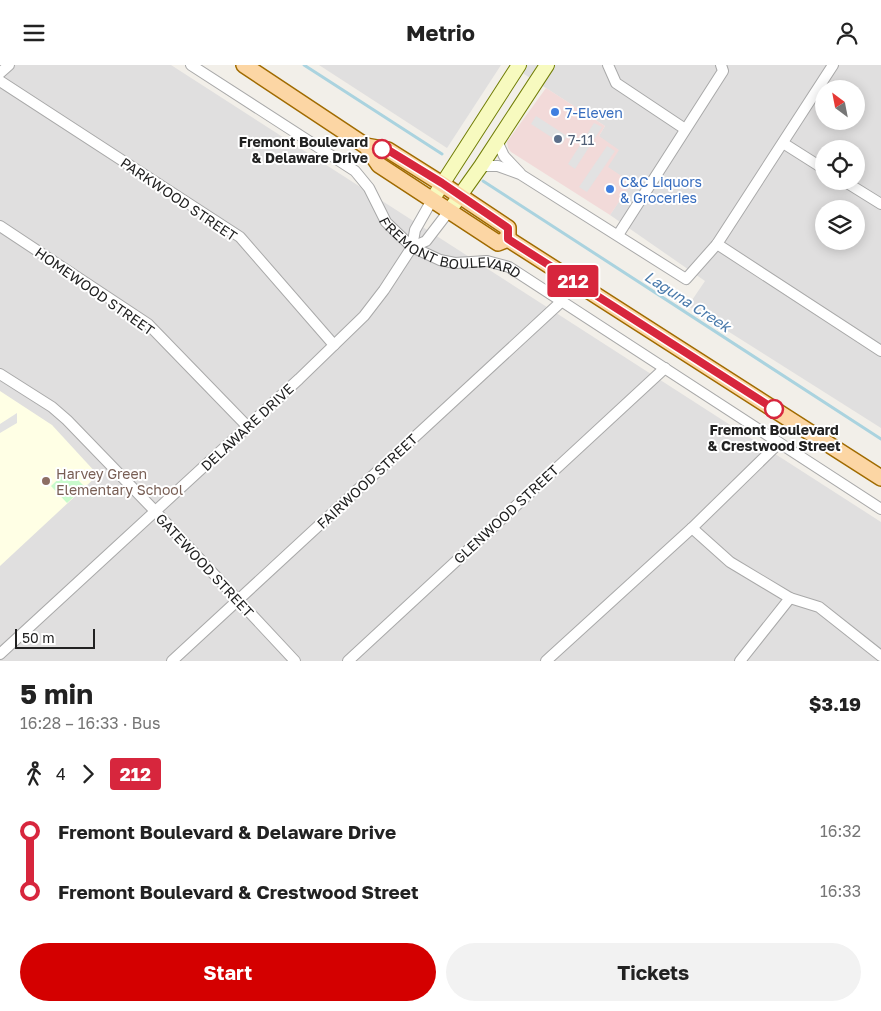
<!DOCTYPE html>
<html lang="en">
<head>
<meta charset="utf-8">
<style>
  :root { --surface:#fff; --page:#f2f2f2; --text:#222; --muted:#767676; --accent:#d40000 }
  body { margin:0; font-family:"Golos Text",sans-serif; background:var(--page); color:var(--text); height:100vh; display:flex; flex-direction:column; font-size:19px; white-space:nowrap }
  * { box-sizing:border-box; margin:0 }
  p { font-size:16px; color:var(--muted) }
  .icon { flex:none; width:28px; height:28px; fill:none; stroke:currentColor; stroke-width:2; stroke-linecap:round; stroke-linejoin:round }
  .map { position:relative; height:596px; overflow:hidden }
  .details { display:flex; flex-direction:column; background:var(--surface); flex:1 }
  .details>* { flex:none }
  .badge { padding:0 10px; border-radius:4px; font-size:18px; line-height:32px }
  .needle { width:32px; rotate:328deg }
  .fabs { position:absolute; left:815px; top:15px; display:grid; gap:10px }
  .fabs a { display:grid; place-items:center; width:50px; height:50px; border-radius:50%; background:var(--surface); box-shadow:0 2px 12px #0003; font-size:25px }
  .scale { position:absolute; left:15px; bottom:12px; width:80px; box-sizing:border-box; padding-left:5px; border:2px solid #222; border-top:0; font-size:14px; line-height:18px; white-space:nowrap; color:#222; -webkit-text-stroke:4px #fff; paint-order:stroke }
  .map>.badge { position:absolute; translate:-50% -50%; box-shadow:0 0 0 2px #fff }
  .legs { display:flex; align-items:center; gap:8px; height:55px; padding:0 20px; font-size:16px }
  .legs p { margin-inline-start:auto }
  .summary { display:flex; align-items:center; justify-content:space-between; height:85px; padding:0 20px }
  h1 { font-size:28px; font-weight:700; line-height:38px }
  .primary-button { display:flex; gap:10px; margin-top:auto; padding:10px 20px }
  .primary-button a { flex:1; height:58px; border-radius:30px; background:var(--accent); color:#fff; font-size:20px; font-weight:700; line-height:58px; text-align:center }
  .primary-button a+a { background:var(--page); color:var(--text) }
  ul { padding:0 20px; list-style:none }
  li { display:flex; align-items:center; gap:18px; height:60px; font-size:19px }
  li i { display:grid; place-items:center; width:8px; height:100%; margin:0 6px; background:currentColor }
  li i::after { content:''; width:12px; height:12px; margin:-6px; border:4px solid; border-radius:50%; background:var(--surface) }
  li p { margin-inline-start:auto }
  li:first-child i { background:linear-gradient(#0000 50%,currentColor 0) }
  li:last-child i { background:linear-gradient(currentColor 50%,#0000 0) }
  header { display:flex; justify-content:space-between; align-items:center; height:65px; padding:0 20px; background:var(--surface); font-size:22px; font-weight:700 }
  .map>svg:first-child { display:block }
  .residential { fill:#e0dfdf; fill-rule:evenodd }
  .commercial { fill:#f2dad9 }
  .education { fill:#ffffe5 }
  .park { fill:#c8facc }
  .parking { fill:#e2e2e2 }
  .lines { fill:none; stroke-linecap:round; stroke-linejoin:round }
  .stream { stroke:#aad3df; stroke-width:3 }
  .street-casing { stroke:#a9a9a9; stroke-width:12 }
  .secondary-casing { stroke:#707d05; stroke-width:16 }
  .primary-casing { stroke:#a06b00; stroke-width:18 }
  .street { stroke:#fff; stroke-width:10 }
  .secondary { stroke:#f7fabf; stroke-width:14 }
  .primary { stroke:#fcd6a4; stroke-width:15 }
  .line-1-casing { stroke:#fff; stroke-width:11 }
  .line-1 { stroke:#d7263d; stroke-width:8 }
  .shop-dot { fill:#3f7fe0; stroke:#fff; stroke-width:2 }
  .service-dot { fill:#5c6f8a; stroke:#fff; stroke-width:2 }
  .stop-1-dot { fill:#fff; stroke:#d7263d; stroke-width:2.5 }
  .education-dot { fill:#8d6e63; stroke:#fff; stroke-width:2 }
  .labels { text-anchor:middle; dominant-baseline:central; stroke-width:4; stroke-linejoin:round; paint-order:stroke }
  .shop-label { font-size:14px; fill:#366cbe; stroke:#fff; text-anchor:start }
  .service-label { font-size:14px; fill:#4e5e75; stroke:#fff; text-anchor:start }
  .stop-label { font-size:14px; font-weight:bold; fill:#222; stroke:#fff; text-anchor:end }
  .street-label { font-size:14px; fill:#222; stroke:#fff }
  .education-label { font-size:14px; fill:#785e54; stroke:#fff; text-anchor:start }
  .water-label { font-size:15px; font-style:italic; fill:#4a7aab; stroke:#fff }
</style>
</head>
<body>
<header><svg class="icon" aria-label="menu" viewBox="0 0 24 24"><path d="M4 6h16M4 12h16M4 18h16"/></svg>Metrio<svg class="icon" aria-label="person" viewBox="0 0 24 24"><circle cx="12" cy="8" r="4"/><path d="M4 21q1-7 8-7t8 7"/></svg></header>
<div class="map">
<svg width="881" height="596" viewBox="0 0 881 596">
  <rect width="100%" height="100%" fill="#f2efe9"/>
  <!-- residential -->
  <g class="residential">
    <path d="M0,0H171L881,457V596H0Z"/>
    <path d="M319,0H501L447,83Z"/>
    <path d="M510,0H881V363L688,241L705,216L610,150L631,118L607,102L599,71L605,61ZM824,24H856V56H824ZM824,84H856V116H824ZM824,144H856V176H824Z"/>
  </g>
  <!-- commercial -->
  <path class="commercial" d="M546,23L605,61L599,71L619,85L608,102L632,118L610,150L511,87L508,83L507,77Z"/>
  <!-- education -->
  <path class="education" d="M0,326L52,360L98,410L0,501Z"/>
  <!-- park -->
  <path class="park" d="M68,405L85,422L67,438L51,421Z"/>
  <!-- parking -->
  <g class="parking">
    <path d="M536,51L567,71L562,79L531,59Z"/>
    <path d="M594,58L602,62L575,104L568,99Z"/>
    <path d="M607,81L615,86L587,127L579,122Z"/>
    <path d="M17,348V358L0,368V359Z"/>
  </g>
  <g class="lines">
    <!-- stream -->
    <g class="stream">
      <path d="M304,0L442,89"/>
      <path d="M483,116L881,374"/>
    </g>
    <defs>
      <g id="street">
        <path id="s1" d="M191,0L355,106L369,123L386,157L412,182L440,195L455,198L487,196L509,202L881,444"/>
        <path d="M608,0L616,18L685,64"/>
        <path d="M0,8L9,0"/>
        <path d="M0,16L240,172L334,280"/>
        <path d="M497,76L504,91L520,108"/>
        <path d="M783,78L824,104"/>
        <path d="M481,101H498L520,109L686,214L717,179L833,0"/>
        <path d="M844,116L881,139"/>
        <path d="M0,161L148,259L247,361"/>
        <path d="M618,170L723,6L721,0"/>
        <path d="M717,179L881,286"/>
        <path d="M412,182L426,176L449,146"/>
        <path d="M0,309L52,342L67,355L155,446L295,596"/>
        <path d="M692,463L730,497L790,533L819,542L881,591"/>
        <path d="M0,589L299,314L364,251L384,225L412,182L415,165L432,135"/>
        <path d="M172,596L562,236"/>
        <path d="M348,596L665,303"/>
        <path d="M546,596L692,463L779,378"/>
        <path d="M740,596L790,533"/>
      </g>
      <g id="secondary">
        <path d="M432,135L519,0"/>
        <path d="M449,146L481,101L547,0"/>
      </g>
      <g id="primary">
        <path d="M244,0L366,81L379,100L498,178L508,174"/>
        <path d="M366,81L388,85L442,119L508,163V174"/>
        <path d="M508,174L881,413"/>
      </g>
    </defs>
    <!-- street casing -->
    <use href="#street" class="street-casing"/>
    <!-- secondary casing -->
    <use href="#secondary" class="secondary-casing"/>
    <!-- primary casing -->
    <use href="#primary" class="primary-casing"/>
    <!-- street -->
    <use href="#street" class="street"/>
    <!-- secondary -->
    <use href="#secondary" class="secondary"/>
    <!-- primary -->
    <use href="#primary" class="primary"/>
  </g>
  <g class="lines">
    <defs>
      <path id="line-1" d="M382,84L388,85L442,118L508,163V174L774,344"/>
    </defs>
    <!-- line-1 casing -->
    <use href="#line-1" class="line-1-casing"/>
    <!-- line-1 -->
    <use href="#line-1" class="line-1"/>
  </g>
  <!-- markers -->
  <g class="shop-dot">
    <circle cx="555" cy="47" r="5"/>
    <circle cx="610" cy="124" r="5"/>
  </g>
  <circle class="service-dot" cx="558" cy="74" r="5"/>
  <g class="stop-1-dot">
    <circle cx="382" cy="84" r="9"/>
    <circle cx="774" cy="344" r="9"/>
  </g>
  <circle class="education-dot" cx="46" cy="416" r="5"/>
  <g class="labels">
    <!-- shop labels -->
    <g class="shop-label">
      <text x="565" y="47">7-Eleven</text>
      <text x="620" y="116">C&amp;C Liquors<tspan x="620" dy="16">&amp; Groceries</tspan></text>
    </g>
    <!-- service labels -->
    <g class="service-label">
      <text x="568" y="74">7-11</text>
    </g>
    <!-- stop labels -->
    <g class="stop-label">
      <text x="368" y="76">Fremont Boulevard<tspan x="368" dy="16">&amp; Delaware Drive</tspan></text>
      <text x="774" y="364" text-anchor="middle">Fremont Boulevard<tspan x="774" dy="16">&amp; Crestwood Street</tspan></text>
    </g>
    <!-- street labels -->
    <g class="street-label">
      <text transform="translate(179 134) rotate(34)">PARKWOOD STREET</text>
      <text stroke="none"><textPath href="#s1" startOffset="328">FREMONT BOULEVARD</textPath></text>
      <text transform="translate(95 226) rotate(35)">HOMEWOOD STREET</text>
      <text transform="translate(247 362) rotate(-43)">DELAWARE DRIVE</text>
      <text transform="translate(367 416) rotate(-43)">FAIRWOOD STREET</text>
      <text transform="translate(506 449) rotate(-43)">GLENWOOD STREET</text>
      <text transform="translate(205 500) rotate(47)">GATEWOOD STREET</text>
    </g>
    <!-- education labels -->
    <g class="education-label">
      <text x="56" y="408">Harvey Green<tspan x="56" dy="16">Elementary School</tspan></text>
    </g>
    <!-- water labels -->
    <g class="water-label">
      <text transform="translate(688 236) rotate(33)">Laguna Creek</text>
    </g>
  </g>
</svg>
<div class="fabs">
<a><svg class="needle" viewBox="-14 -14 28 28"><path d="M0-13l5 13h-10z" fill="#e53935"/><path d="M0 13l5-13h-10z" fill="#767676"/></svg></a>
<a><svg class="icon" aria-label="locate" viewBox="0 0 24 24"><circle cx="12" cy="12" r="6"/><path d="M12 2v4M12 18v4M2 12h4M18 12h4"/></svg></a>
<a><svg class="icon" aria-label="layers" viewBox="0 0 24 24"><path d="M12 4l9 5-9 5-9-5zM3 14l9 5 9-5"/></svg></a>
</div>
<div class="scale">50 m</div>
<b class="badge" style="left:573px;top:216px;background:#d7263d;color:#fff">212</b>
</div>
<section class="details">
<div class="summary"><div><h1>5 min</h1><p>16:28 – 16:33 · Bus</p></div><b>$3.19</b></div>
<div class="legs"><svg class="icon" aria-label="walk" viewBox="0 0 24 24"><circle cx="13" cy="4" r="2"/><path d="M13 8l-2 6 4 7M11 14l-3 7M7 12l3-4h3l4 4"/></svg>4<svg class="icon" aria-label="forward" viewBox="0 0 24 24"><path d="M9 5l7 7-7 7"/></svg><b class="badge" style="background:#d7263d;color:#fff">212</b></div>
<ul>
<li><i style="color:#d7263d"></i><b>Fremont Boulevard &amp; Delaware Drive</b><p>16:32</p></li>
<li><i style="color:#d7263d"></i><b>Fremont Boulevard &amp; Crestwood Street</b><p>16:33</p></li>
</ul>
<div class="primary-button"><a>Start</a><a>Tickets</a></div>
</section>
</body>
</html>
:::
- **WHAT IS EXPECTED**: Scan the entries above and show each line that contains the word "white".

- **WRITTEN ANSWER**:
  body { margin:0; font-family:"Golos Text",sans-serif; background:var(--page); color:var(--text); height:100vh; display:flex; flex-direction:column; font-size:19px; white-space:nowrap }
  .scale { position:absolute; left:15px; bottom:12px; width:80px; box-sizing:border-box; padding-left:5px; border:2px solid #222; border-top:0; font-size:14px; line-height:18px; white-space:nowrap; color:#222; -webkit-text-stroke:4px #fff; paint-order:stroke }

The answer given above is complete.